__Assigned task__. Leave out the pictures, and retype the remaining data exactly.

__Saved data entries__.
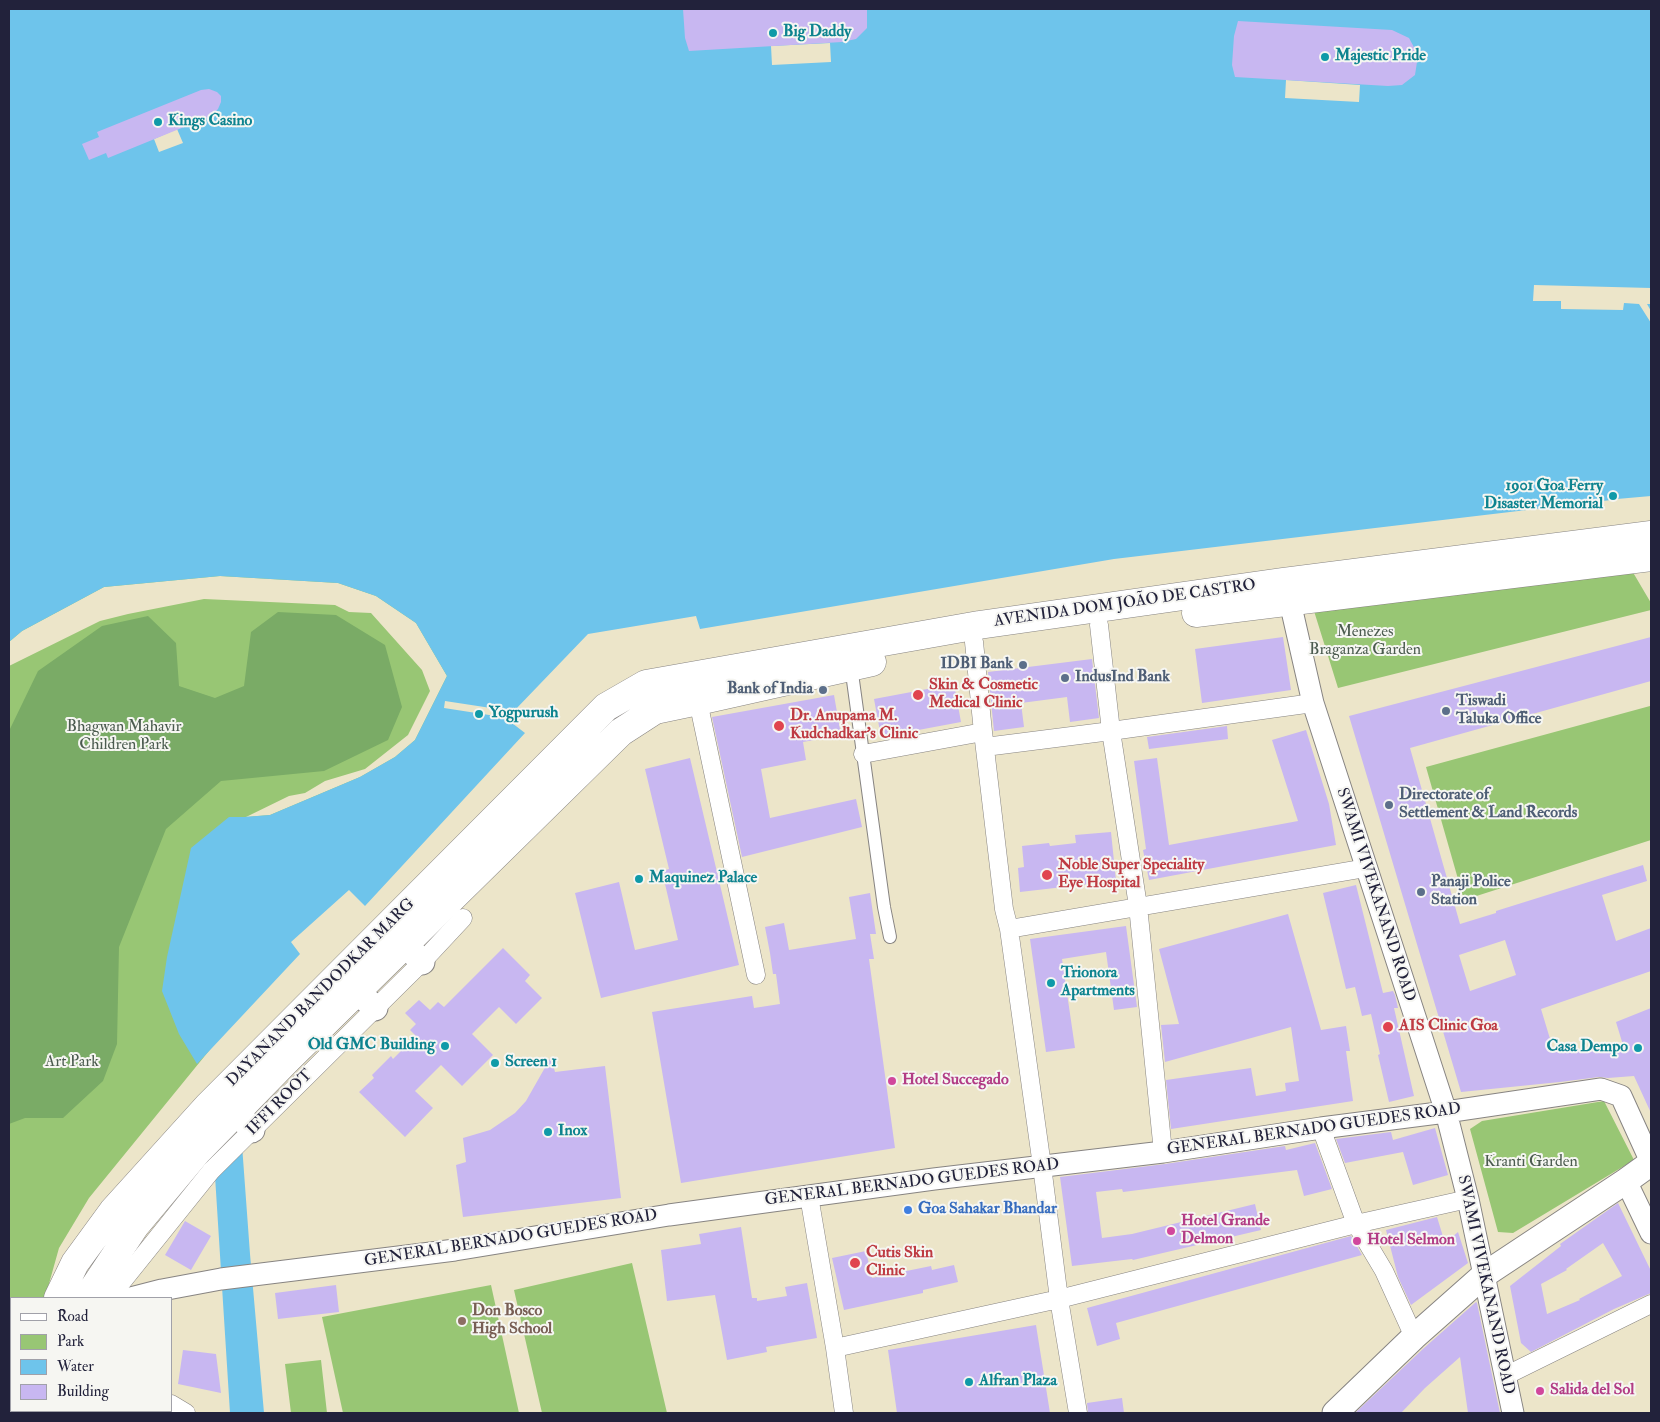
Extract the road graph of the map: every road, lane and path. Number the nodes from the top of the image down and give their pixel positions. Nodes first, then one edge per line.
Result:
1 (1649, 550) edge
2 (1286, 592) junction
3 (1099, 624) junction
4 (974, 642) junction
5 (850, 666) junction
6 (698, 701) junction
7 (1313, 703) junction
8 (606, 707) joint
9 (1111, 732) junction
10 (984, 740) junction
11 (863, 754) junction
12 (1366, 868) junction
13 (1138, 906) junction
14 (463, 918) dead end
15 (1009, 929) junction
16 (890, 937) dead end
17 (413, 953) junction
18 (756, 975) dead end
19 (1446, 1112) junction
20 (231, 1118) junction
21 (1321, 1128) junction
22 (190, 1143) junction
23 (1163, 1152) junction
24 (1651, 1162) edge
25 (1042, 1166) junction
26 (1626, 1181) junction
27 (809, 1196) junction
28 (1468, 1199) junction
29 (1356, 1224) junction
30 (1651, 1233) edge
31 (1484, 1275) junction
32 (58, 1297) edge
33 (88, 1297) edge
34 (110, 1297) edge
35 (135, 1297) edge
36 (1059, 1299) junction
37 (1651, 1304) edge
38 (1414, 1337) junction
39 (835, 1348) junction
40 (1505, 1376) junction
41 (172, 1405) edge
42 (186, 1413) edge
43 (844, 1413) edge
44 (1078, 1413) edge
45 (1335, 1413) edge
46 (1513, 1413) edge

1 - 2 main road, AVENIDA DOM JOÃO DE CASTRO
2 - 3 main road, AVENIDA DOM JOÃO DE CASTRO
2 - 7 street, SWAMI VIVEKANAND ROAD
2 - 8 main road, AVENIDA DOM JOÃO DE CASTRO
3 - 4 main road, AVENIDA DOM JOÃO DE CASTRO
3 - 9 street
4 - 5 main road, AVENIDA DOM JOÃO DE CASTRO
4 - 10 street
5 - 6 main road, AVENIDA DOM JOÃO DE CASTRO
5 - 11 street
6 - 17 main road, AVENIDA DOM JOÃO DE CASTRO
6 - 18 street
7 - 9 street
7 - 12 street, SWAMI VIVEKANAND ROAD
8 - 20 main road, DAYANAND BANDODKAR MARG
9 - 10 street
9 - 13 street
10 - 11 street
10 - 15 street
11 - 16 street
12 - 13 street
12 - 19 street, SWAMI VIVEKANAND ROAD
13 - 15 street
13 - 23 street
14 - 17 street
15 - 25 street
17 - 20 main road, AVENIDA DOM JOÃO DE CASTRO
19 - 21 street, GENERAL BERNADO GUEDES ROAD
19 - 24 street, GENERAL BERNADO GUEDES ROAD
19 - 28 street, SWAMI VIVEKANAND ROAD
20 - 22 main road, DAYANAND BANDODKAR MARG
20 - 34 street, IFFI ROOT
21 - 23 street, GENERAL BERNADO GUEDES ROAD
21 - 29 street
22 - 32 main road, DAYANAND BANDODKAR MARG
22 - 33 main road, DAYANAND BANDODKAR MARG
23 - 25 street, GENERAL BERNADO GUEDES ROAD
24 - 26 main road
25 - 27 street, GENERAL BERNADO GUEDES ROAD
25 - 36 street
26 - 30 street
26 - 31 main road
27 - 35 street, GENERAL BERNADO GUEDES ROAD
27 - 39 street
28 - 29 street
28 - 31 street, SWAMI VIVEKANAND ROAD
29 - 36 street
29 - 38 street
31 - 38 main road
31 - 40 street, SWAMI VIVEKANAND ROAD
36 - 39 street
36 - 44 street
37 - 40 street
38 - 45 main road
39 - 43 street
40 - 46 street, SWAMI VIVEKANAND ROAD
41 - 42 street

__Task response__.
Extract the road graph of the map: every road, lane and path. Number the nodes from the top of the image down and give their pixel positions. Nodes first, then one edge per line.
Result:
1 (1649, 550) edge
2 (1286, 592) junction
3 (1099, 624) junction
4 (974, 642) junction
5 (850, 666) junction
6 (698, 701) junction
7 (1313, 703) junction
8 (606, 707) joint
9 (1111, 732) junction
10 (984, 740) junction
11 (863, 754) junction
12 (1366, 868) junction
13 (1138, 906) junction
14 (463, 918) dead end
15 (1009, 929) junction
16 (890, 937) dead end
17 (413, 953) junction
18 (756, 975) dead end
19 (1446, 1112) junction
20 (231, 1118) junction
21 (1321, 1128) junction
22 (190, 1143) junction
23 (1163, 1152) junction
24 (1651, 1162) edge
25 (1042, 1166) junction
26 (1626, 1181) junction
27 (809, 1196) junction
28 (1468, 1199) junction
29 (1356, 1224) junction
30 (1651, 1233) edge
31 (1484, 1275) junction
32 (58, 1297) edge
33 (88, 1297) edge
34 (110, 1297) edge
35 (135, 1297) edge
36 (1059, 1299) junction
37 (1651, 1304) edge
38 (1414, 1337) junction
39 (835, 1348) junction
40 (1505, 1376) junction
41 (172, 1405) edge
42 (186, 1413) edge
43 (844, 1413) edge
44 (1078, 1413) edge
45 (1335, 1413) edge
46 (1513, 1413) edge

1 - 2 main road, AVENIDA DOM JOÃO DE CASTRO
2 - 3 main road, AVENIDA DOM JOÃO DE CASTRO
2 - 7 street, SWAMI VIVEKANAND ROAD
2 - 8 main road, AVENIDA DOM JOÃO DE CASTRO
3 - 4 main road, AVENIDA DOM JOÃO DE CASTRO
3 - 9 street
4 - 5 main road, AVENIDA DOM JOÃO DE CASTRO
4 - 10 street
5 - 6 main road, AVENIDA DOM JOÃO DE CASTRO
5 - 11 street
6 - 17 main road, AVENIDA DOM JOÃO DE CASTRO
6 - 18 street
7 - 9 street
7 - 12 street, SWAMI VIVEKANAND ROAD
8 - 20 main road, DAYANAND BANDODKAR MARG
9 - 10 street
9 - 13 street
10 - 11 street
10 - 15 street
11 - 16 street
12 - 13 street
12 - 19 street, SWAMI VIVEKANAND ROAD
13 - 15 street
13 - 23 street
14 - 17 street
15 - 25 street
17 - 20 main road, AVENIDA DOM JOÃO DE CASTRO
19 - 21 street, GENERAL BERNADO GUEDES ROAD
19 - 24 street, GENERAL BERNADO GUEDES ROAD
19 - 28 street, SWAMI VIVEKANAND ROAD
20 - 22 main road, DAYANAND BANDODKAR MARG
20 - 34 street, IFFI ROOT
21 - 23 street, GENERAL BERNADO GUEDES ROAD
21 - 29 street
22 - 32 main road, DAYANAND BANDODKAR MARG
22 - 33 main road, DAYANAND BANDODKAR MARG
23 - 25 street, GENERAL BERNADO GUEDES ROAD
24 - 26 main road
25 - 27 street, GENERAL BERNADO GUEDES ROAD
25 - 36 street
26 - 30 street
26 - 31 main road
27 - 35 street, GENERAL BERNADO GUEDES ROAD
27 - 39 street
28 - 29 street
28 - 31 street, SWAMI VIVEKANAND ROAD
29 - 36 street
29 - 38 street
31 - 38 main road
31 - 40 street, SWAMI VIVEKANAND ROAD
36 - 39 street
36 - 44 street
37 - 40 street
38 - 45 main road
39 - 43 street
40 - 46 street, SWAMI VIVEKANAND ROAD
41 - 42 street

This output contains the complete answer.